- Port Dufferin Location within Nova Scotia
- Coordinates: 44°54′N 62°23′W﻿ / ﻿44.900°N 62.383°W
- Country: Canada
- Province: Nova Scotia
- Municipality: Halifax Regional Municipality
- District: 2

Government
- • Type: Regional Council
- • Governing Council: Halifax Regional Council
- • Community Council: Marine Drive Valley and Canal Community Council
- Time zone: UTC-4 (AST)
- • Summer (DST): UTC-3 (ADT)
- Canadian Postal code: B0J 2R0
- Telephone Exchanges: 902 654
- GNBC Code: CBEKA
- Highways: Trunk 7

= Port Dufferin, Nova Scotia =

Community in Nova Scotia, Canada

Port Dufferin is a rural community on the Eastern Shore of Nova Scotia, Canada, in the Halifax Regional Municipality. The community is located on the Marine Drive on Trunk 7 approximately 15 km east of Sheet Harbour. The community was formerly known as Salmon River and was renamed in 1899 by an Act of Parliament for Frederick Blackwood, the 1st Marquis of Dufferin and Governor General of Canada from 1872 to 1878. Settlement likely began in the early nineteenth century, and nine families lived in the area by 1827. An Anglican church began construction in the early 1840s, and was consecrated on August 11, 1852. The church was destroyed in the 1890s and a new church was built soon after, which was consecrated in late 1894. A schoolhouse was built in the 1860s. A Presbyterian church opened on March 20, 1904. A two-room school was opened in the 1940s.

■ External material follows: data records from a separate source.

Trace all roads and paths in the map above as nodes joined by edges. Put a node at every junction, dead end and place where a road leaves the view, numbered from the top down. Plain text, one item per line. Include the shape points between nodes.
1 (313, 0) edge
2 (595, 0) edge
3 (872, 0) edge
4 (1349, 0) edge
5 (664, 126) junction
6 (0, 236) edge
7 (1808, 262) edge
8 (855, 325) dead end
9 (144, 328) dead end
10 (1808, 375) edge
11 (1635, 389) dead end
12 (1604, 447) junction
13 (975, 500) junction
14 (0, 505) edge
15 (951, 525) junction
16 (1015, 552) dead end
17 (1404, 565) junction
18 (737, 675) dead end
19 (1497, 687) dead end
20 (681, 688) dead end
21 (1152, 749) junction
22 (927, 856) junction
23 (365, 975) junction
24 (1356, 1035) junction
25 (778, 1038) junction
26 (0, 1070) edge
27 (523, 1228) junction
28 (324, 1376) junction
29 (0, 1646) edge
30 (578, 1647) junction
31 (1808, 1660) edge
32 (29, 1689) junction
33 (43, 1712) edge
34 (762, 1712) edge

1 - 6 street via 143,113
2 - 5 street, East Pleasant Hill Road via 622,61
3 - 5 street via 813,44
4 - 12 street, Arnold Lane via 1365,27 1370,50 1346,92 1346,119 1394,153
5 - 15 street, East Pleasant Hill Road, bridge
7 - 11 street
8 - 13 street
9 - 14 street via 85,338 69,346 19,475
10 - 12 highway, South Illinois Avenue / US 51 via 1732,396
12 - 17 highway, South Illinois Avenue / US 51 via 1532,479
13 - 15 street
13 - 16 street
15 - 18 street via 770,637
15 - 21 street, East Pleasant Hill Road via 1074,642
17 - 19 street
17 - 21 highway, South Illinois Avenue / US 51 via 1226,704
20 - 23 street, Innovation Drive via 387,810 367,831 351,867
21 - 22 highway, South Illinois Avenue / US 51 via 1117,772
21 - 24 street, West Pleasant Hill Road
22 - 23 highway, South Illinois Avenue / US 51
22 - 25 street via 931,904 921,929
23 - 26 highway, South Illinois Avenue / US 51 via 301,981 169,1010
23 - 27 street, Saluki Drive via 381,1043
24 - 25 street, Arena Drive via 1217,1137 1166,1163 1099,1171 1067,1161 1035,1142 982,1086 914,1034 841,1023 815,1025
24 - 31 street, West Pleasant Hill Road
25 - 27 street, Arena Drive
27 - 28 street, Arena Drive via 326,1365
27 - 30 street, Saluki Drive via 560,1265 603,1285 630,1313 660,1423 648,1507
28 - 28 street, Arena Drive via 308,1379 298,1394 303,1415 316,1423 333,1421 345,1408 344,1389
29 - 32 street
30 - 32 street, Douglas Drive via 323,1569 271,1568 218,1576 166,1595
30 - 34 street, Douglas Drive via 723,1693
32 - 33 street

Port Dufferin is situated at the mouth of Salmon River, where it empties into Beaver Harbour. The headwaters of the main river are located at Lewiston Lake, 9 km northwest of the community at an elevation of about 40 m. Upstream from Lewiston Lake, the river segments into the West Branch and East Branch Salmon River. Downstream from the lake, the river progresses toward the southeast until it reaches its mouth at Beaver Harbour in Port Dufferin.